----- EXERCISE DATA
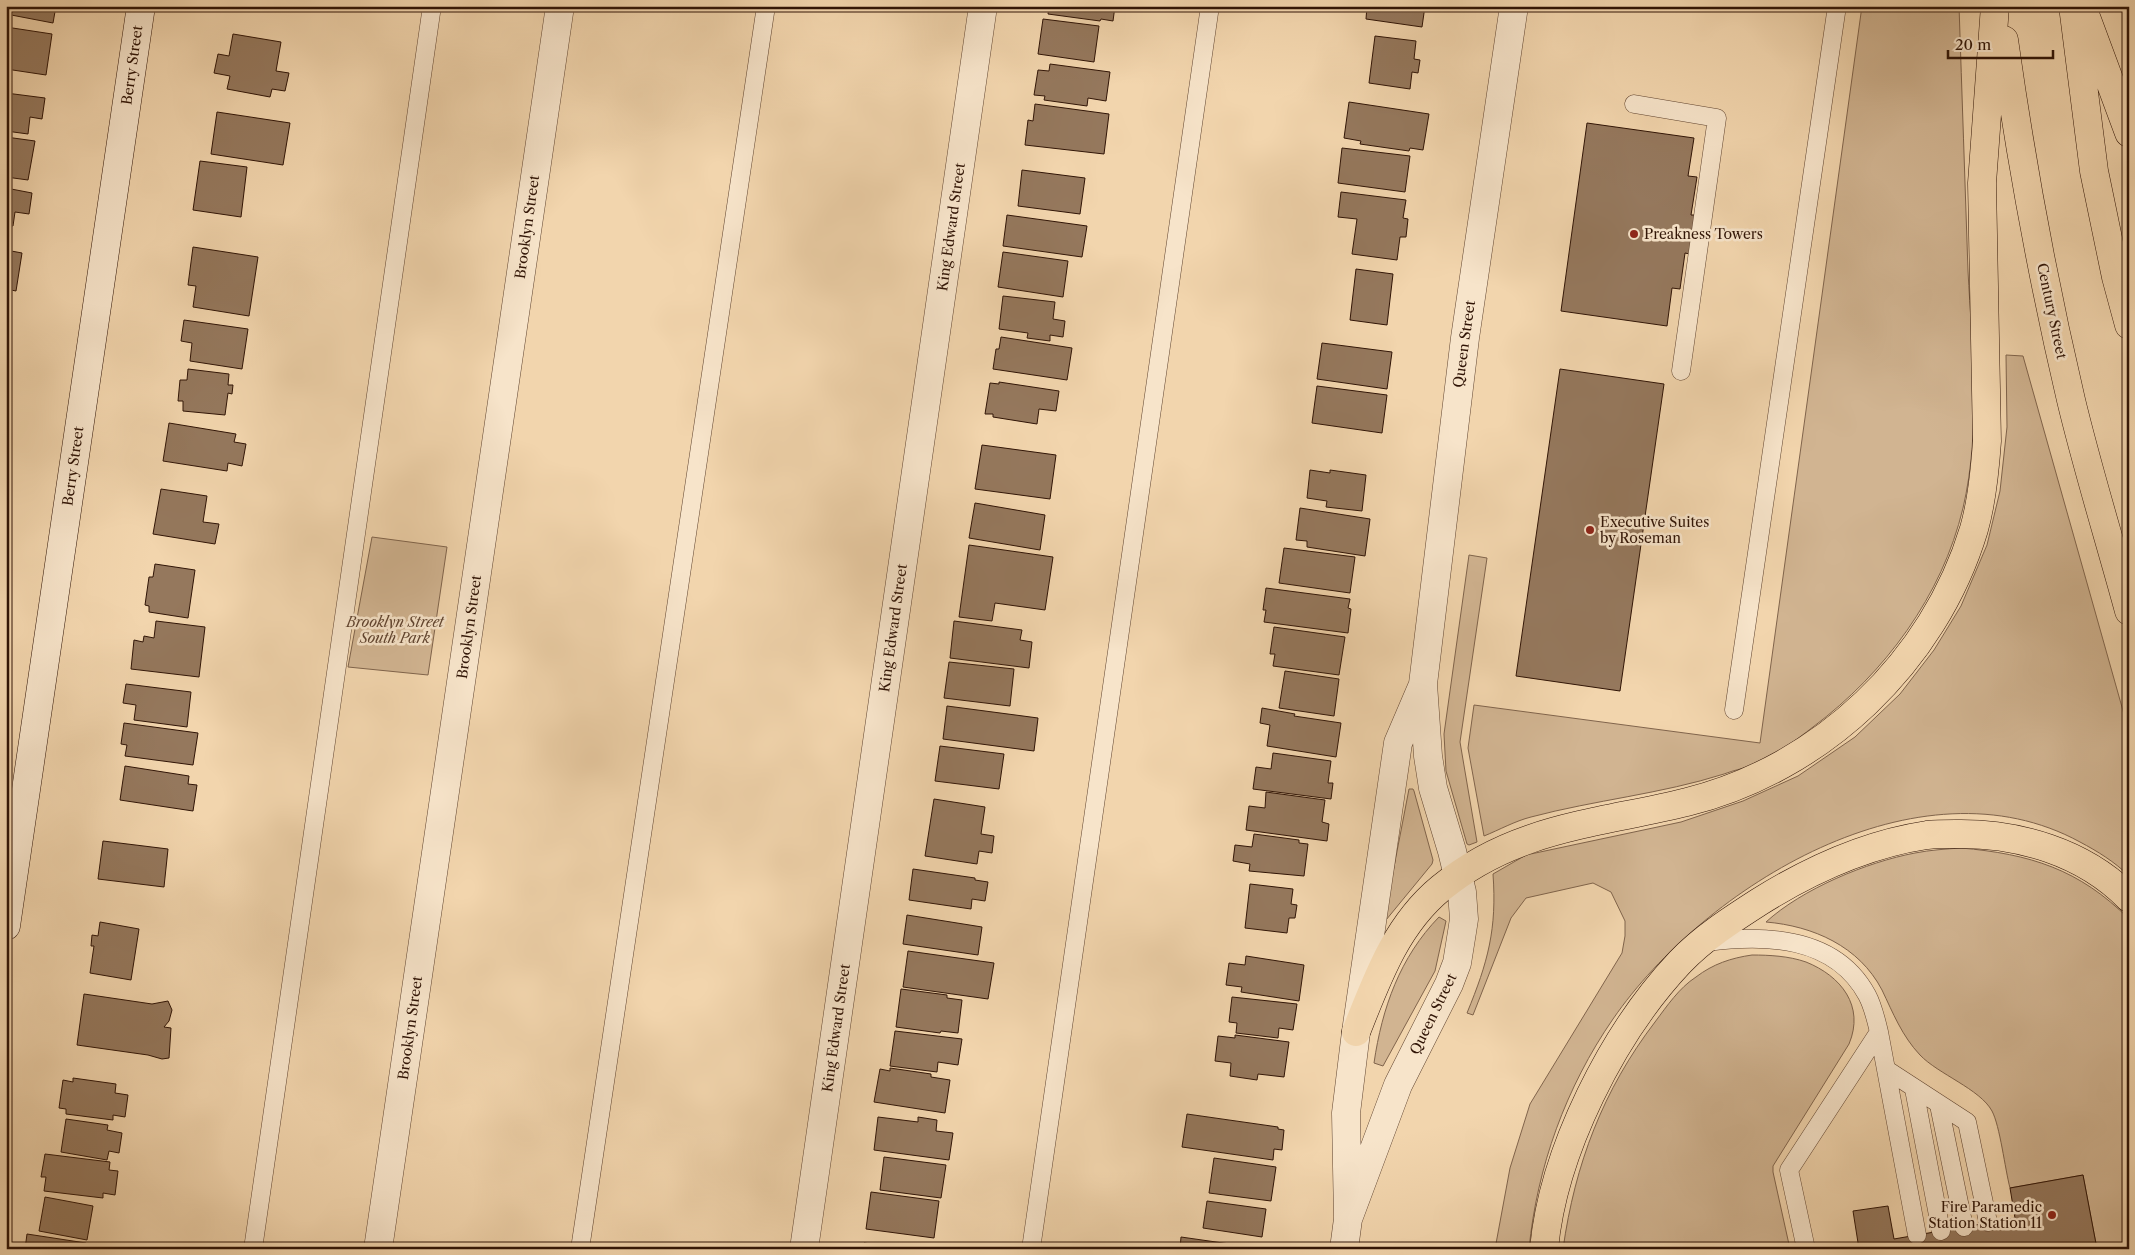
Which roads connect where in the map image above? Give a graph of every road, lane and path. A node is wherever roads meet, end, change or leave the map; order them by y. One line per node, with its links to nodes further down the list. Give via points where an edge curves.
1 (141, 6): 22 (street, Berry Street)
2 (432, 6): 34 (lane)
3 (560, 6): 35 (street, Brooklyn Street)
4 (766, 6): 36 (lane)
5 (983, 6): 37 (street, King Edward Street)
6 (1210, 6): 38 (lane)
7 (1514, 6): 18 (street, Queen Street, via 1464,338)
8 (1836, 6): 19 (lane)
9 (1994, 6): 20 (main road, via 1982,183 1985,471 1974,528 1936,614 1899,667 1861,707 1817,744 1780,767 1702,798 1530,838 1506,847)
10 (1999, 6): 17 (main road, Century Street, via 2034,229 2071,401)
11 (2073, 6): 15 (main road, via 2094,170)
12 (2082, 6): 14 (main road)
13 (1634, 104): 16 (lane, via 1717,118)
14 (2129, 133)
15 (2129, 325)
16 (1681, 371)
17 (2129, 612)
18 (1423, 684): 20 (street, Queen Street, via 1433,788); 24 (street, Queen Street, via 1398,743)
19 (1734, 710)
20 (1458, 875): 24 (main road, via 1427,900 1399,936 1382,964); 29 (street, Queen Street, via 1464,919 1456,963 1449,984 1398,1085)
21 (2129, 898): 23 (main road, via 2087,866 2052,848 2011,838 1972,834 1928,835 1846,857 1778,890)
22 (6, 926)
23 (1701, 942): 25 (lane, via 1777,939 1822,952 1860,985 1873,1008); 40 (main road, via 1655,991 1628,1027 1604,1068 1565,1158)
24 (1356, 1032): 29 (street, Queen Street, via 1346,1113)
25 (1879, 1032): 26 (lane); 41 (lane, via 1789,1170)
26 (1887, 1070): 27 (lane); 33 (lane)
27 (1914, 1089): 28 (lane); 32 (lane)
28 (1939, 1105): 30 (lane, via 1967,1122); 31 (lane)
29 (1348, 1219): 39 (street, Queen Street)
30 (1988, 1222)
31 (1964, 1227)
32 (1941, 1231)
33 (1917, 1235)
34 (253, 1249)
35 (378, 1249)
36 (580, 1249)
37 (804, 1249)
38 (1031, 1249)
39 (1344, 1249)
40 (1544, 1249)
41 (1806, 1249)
----------
----- EXERCISE DATA
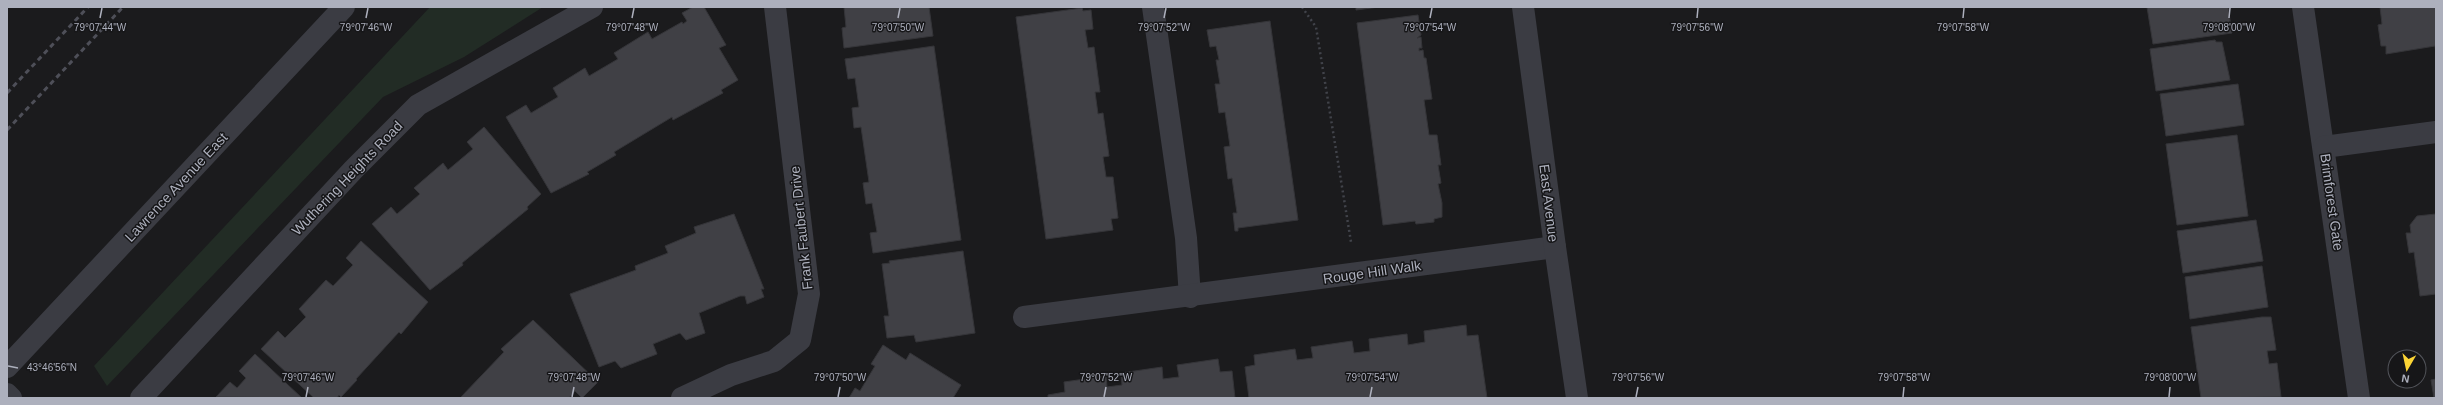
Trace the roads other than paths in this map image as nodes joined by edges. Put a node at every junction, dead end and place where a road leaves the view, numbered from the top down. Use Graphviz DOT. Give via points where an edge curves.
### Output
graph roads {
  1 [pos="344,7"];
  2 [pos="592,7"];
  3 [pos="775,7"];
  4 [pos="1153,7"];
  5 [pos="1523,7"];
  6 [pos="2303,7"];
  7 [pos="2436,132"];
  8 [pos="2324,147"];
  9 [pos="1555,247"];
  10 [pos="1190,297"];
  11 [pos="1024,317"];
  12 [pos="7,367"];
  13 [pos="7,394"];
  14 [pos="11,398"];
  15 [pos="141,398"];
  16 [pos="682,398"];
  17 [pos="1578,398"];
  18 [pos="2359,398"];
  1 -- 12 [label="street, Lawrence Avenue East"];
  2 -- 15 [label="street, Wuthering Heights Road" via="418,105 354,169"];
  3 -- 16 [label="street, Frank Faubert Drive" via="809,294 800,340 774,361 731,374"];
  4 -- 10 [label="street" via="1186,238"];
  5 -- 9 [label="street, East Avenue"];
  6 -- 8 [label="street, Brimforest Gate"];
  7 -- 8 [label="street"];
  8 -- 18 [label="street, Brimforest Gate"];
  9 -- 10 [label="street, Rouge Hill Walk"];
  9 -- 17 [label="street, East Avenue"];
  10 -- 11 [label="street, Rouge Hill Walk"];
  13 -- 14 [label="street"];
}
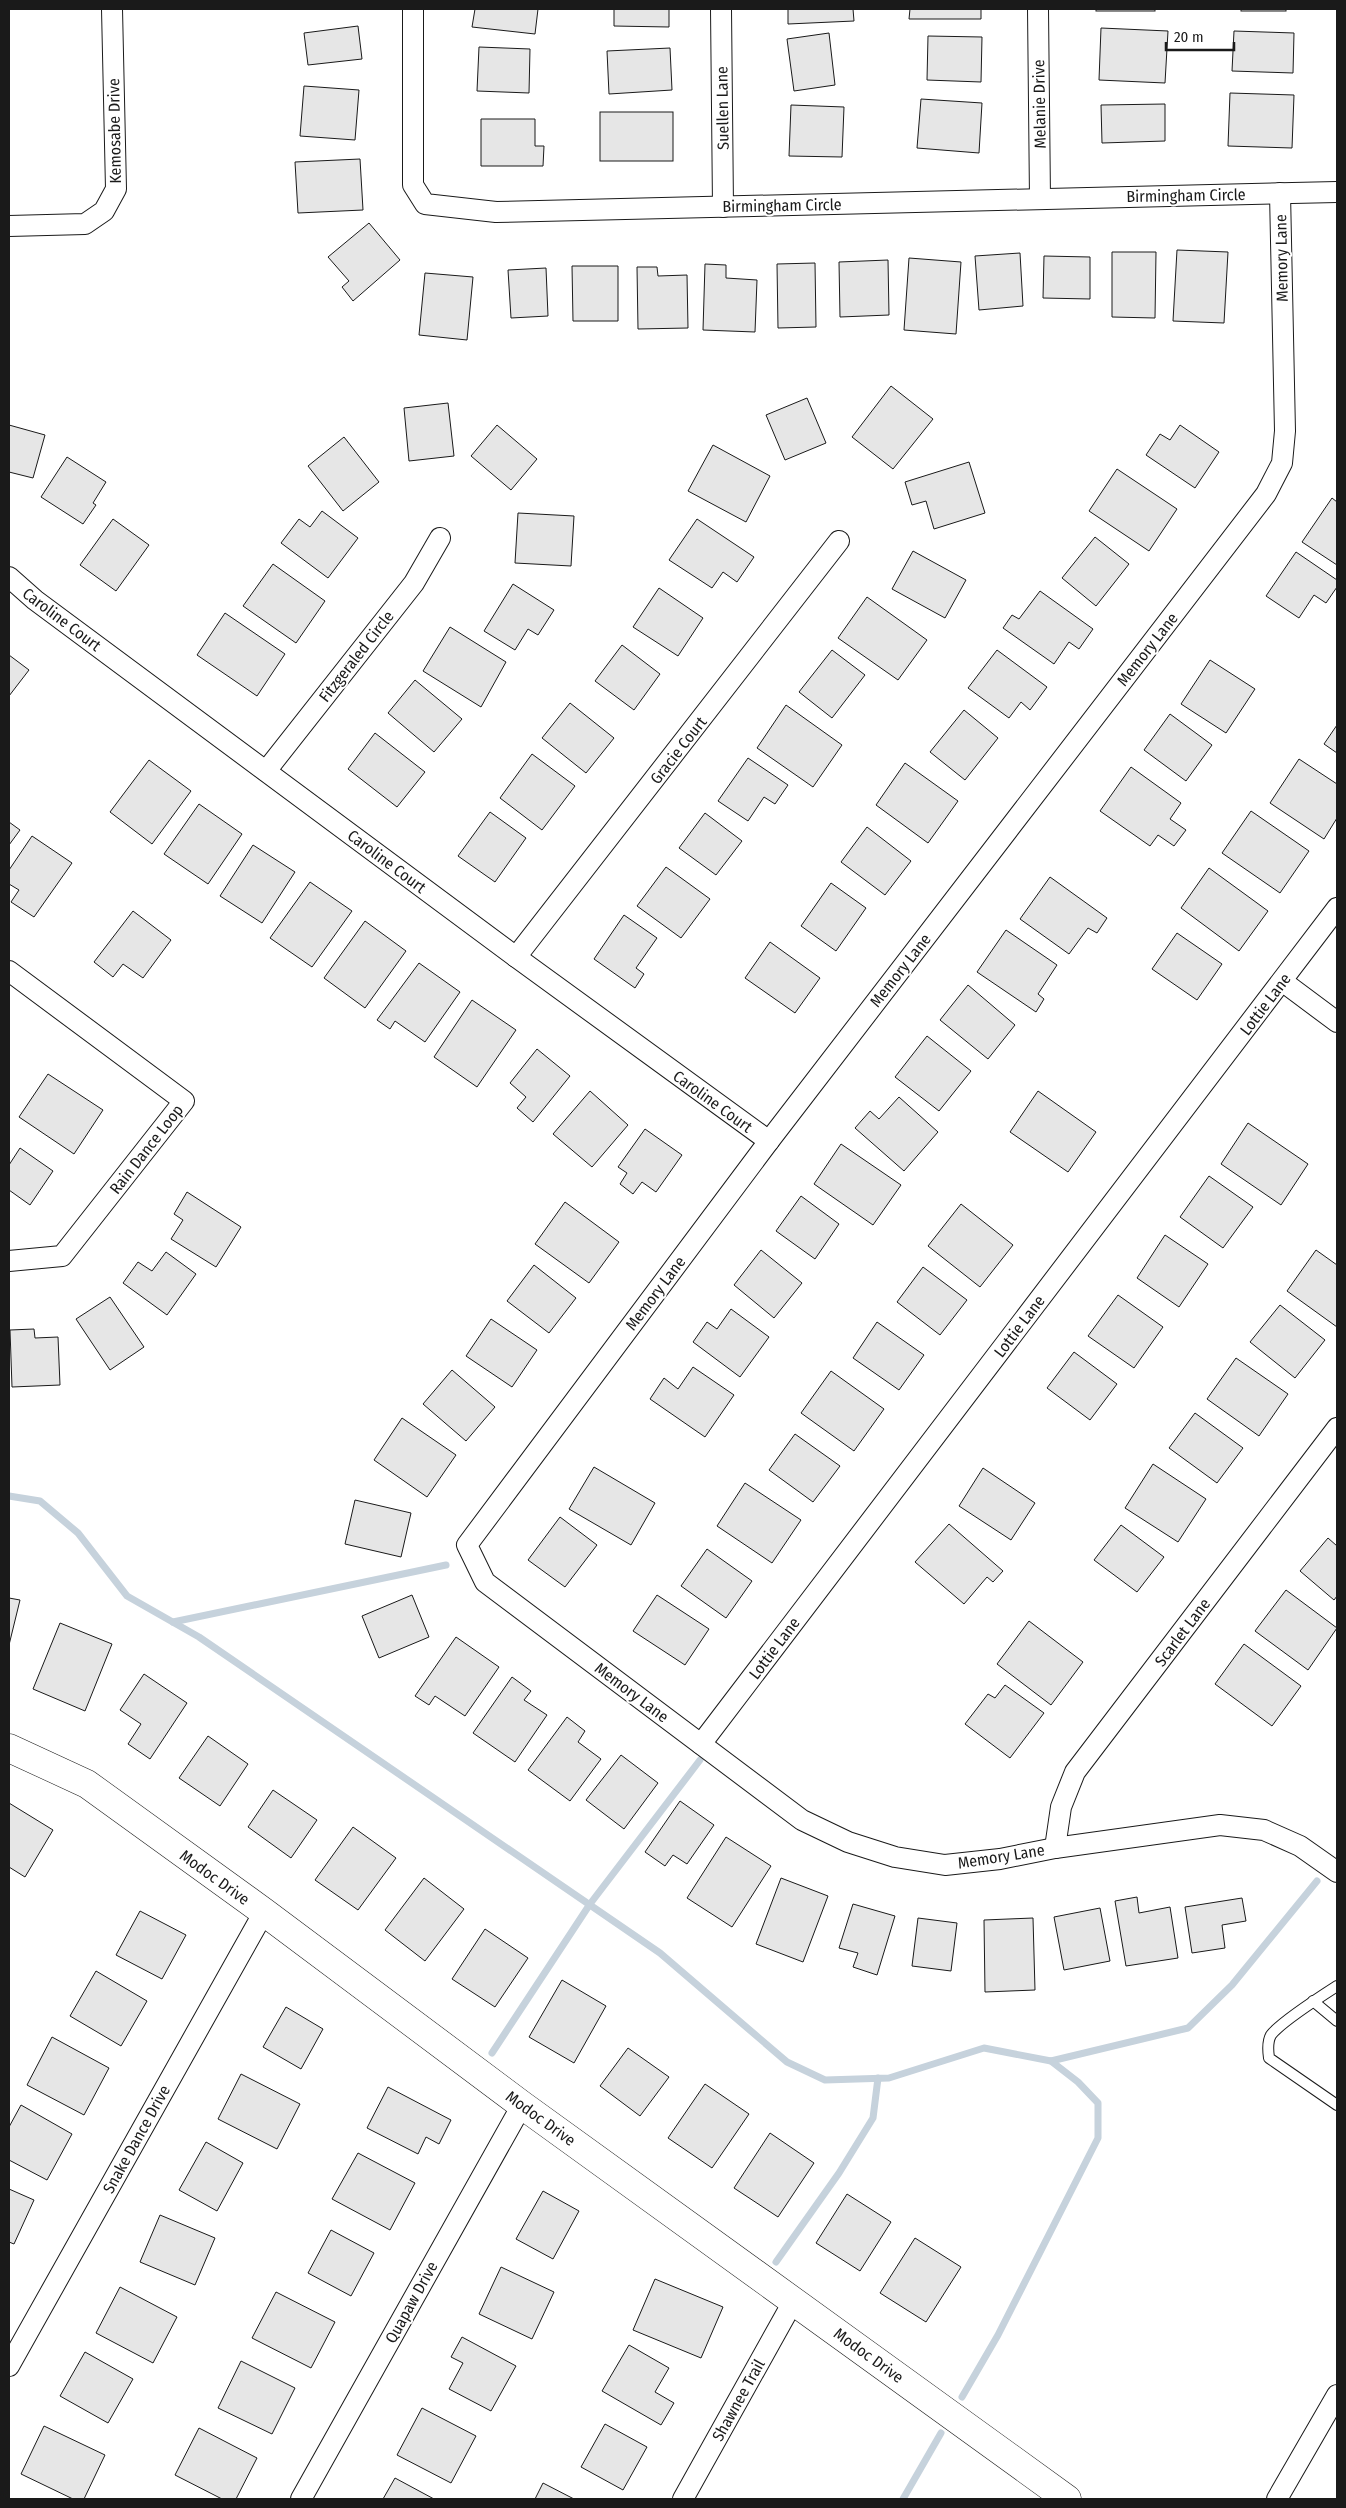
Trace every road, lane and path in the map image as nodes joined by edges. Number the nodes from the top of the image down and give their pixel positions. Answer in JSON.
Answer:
----------
**WHAT YOU NEED TO DO:** Nothing but a number should be given: the count of lines above that hold "Answer".

**RESPONSE TO THIS TASK:** 2